Professor of mathematics (born 1969)

Rahul Vijay Pandharipande (born 1969) is a Portuguese-Indian professor of mathematics at the Swiss Federal Institute of Technology Zürich (ETH) working in algebraic geometry. His particular interests
concern moduli spaces, enumerative invariants associated to moduli spaces, such as Gromov–Witten invariants and Donaldson–Thomas invariants, and the cohomology of the moduli space of curves. His father Vijay Raghunath Pandharipande was a renowned theoretical physicist who worked in the area of nuclear physics.

== Educational and professional history ==

He received his A.B. from Princeton University in 1990 and his PhD from Harvard University in 1994 with a thesis entitled `A Compactification over the Moduli Space of Stable Curves of the Universal Moduli Space of Slope-Semistable Vector Bundles. His thesis advisor at Harvard was Joe Harris.
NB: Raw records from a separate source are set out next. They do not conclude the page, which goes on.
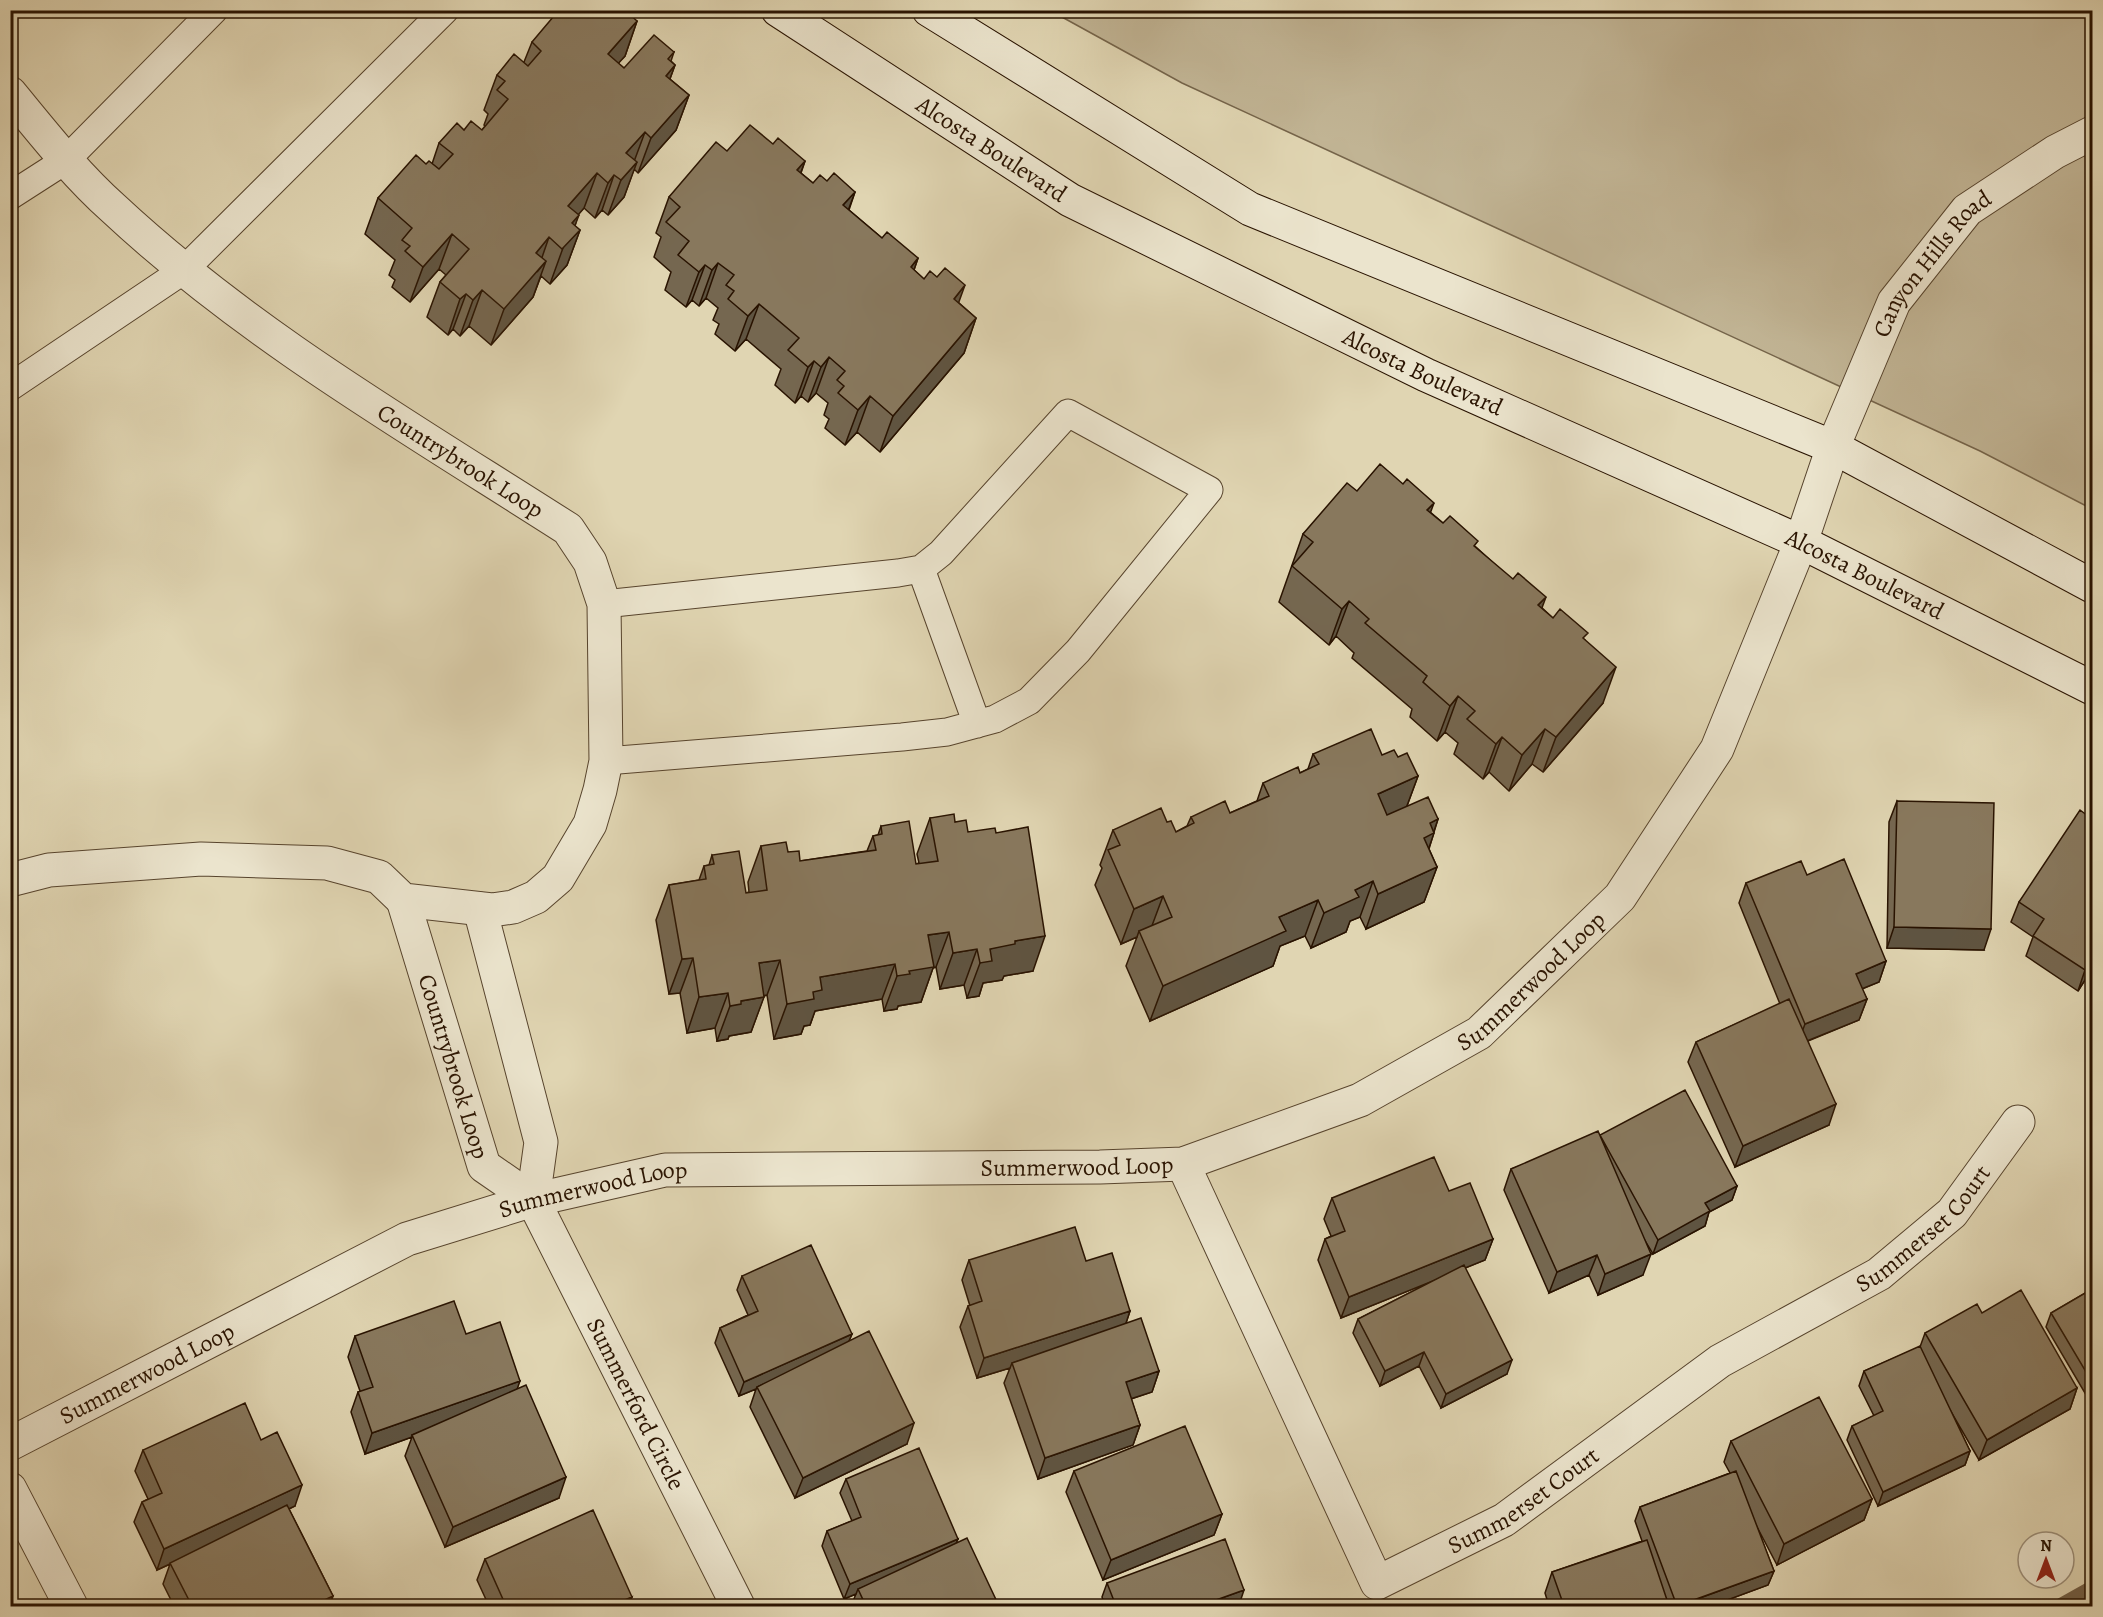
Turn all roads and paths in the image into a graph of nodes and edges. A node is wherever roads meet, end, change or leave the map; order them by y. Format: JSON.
{"nodes":[{"id":1,"x":214,"y":10,"type":"edge"},
{"id":2,"x":445,"y":10,"type":"edge"},
{"id":3,"x":778,"y":10,"type":"edge"},
{"id":4,"x":929,"y":10,"type":"edge"},
{"id":5,"x":10,"y":93,"type":"edge"},
{"id":6,"x":2092,"y":133,"type":"edge"},
{"id":7,"x":66,"y":160,"type":"junction"},
{"id":8,"x":10,"y":196,"type":"edge"},
{"id":9,"x":184,"y":270,"type":"junction"},
{"id":10,"x":10,"y":387,"type":"edge"},
{"id":11,"x":1833,"y":447,"type":"junction"},
{"id":12,"x":1801,"y":542,"type":"junction"},
{"id":13,"x":921,"y":569,"type":"junction"},
{"id":14,"x":2092,"y":586,"type":"edge"},
{"id":15,"x":604,"y":604,"type":"junction"},
{"id":16,"x":2092,"y":688,"type":"edge"},
{"id":17,"x":977,"y":724,"type":"junction"},
{"id":18,"x":606,"y":761,"type":"junction"},
{"id":19,"x":10,"y":880,"type":"edge"},
{"id":20,"x":403,"y":900,"type":"junction"},
{"id":21,"x":480,"y":909,"type":"junction"},
{"id":22,"x":2018,"y":1122,"type":"dead end"},
{"id":23,"x":1183,"y":1164,"type":"junction"},
{"id":24,"x":533,"y":1200,"type":"junction"},
{"id":25,"x":10,"y":1444,"type":"edge"},
{"id":26,"x":10,"y":1489,"type":"edge"},
{"id":27,"x":71,"y":1606,"type":"edge"},
{"id":28,"x":738,"y":1606,"type":"edge"}],
"edges":[{"from":1,"to":7,"type":"lane"},
{"from":2,"to":9,"type":"lane"},
{"from":3,"to":12,"type":"street","name":"Alcosta Boulevard"},
{"from":4,"to":11,"type":"street"},
{"from":5,"to":7,"type":"street","name":"Countrybrook Loop"},
{"from":6,"to":11,"type":"street","name":"Canyon Hills Road"},
{"from":7,"to":8,"type":"lane"},
{"from":7,"to":9,"type":"street","name":"Countrybrook Loop"},
{"from":9,"to":10,"type":"lane"},
{"from":9,"to":15,"type":"street","name":"Countrybrook Loop"},
{"from":11,"to":12,"type":"street","name":"Summerwood Loop"},
{"from":11,"to":14,"type":"street"},
{"from":12,"to":16,"type":"street","name":"Alcosta Boulevard"},
{"from":12,"to":23,"type":"street","name":"Summerwood Loop"},
{"from":13,"to":15,"type":"lane"},
{"from":13,"to":17,"type":"lane"},
{"from":13,"to":17,"type":"lane"},
{"from":15,"to":18,"type":"street","name":"Countrybrook Loop"},
{"from":17,"to":18,"type":"lane"},
{"from":18,"to":21,"type":"street","name":"Countrybrook Loop"},
{"from":19,"to":20,"type":"street"},
{"from":20,"to":21,"type":"street","name":"Countrybrook Loop"},
{"from":20,"to":24,"type":"street","name":"Countrybrook Loop"},
{"from":21,"to":24,"type":"street"},
{"from":22,"to":23,"type":"street","name":"Summerset Court"},
{"from":23,"to":24,"type":"street","name":"Summerwood Loop"},
{"from":24,"to":25,"type":"street","name":"Summerwood Loop"},
{"from":24,"to":28,"type":"street","name":"Summerford Circle"},
{"from":26,"to":27,"type":"street"}]}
After teaching at the University of Chicago and the California Institute of Technology, he joined the faculty as Professor of Mathematics at Princeton University in 2002. In 2011, he accepted a Professorship at ETH Zürich. In 2022, he was awarded an honorary degree - Doctor of Science from the University of Illinois Urbana-Champaign.

== Personal life ==
Pandharipande is married to mathematician Ana Cannas da Silva.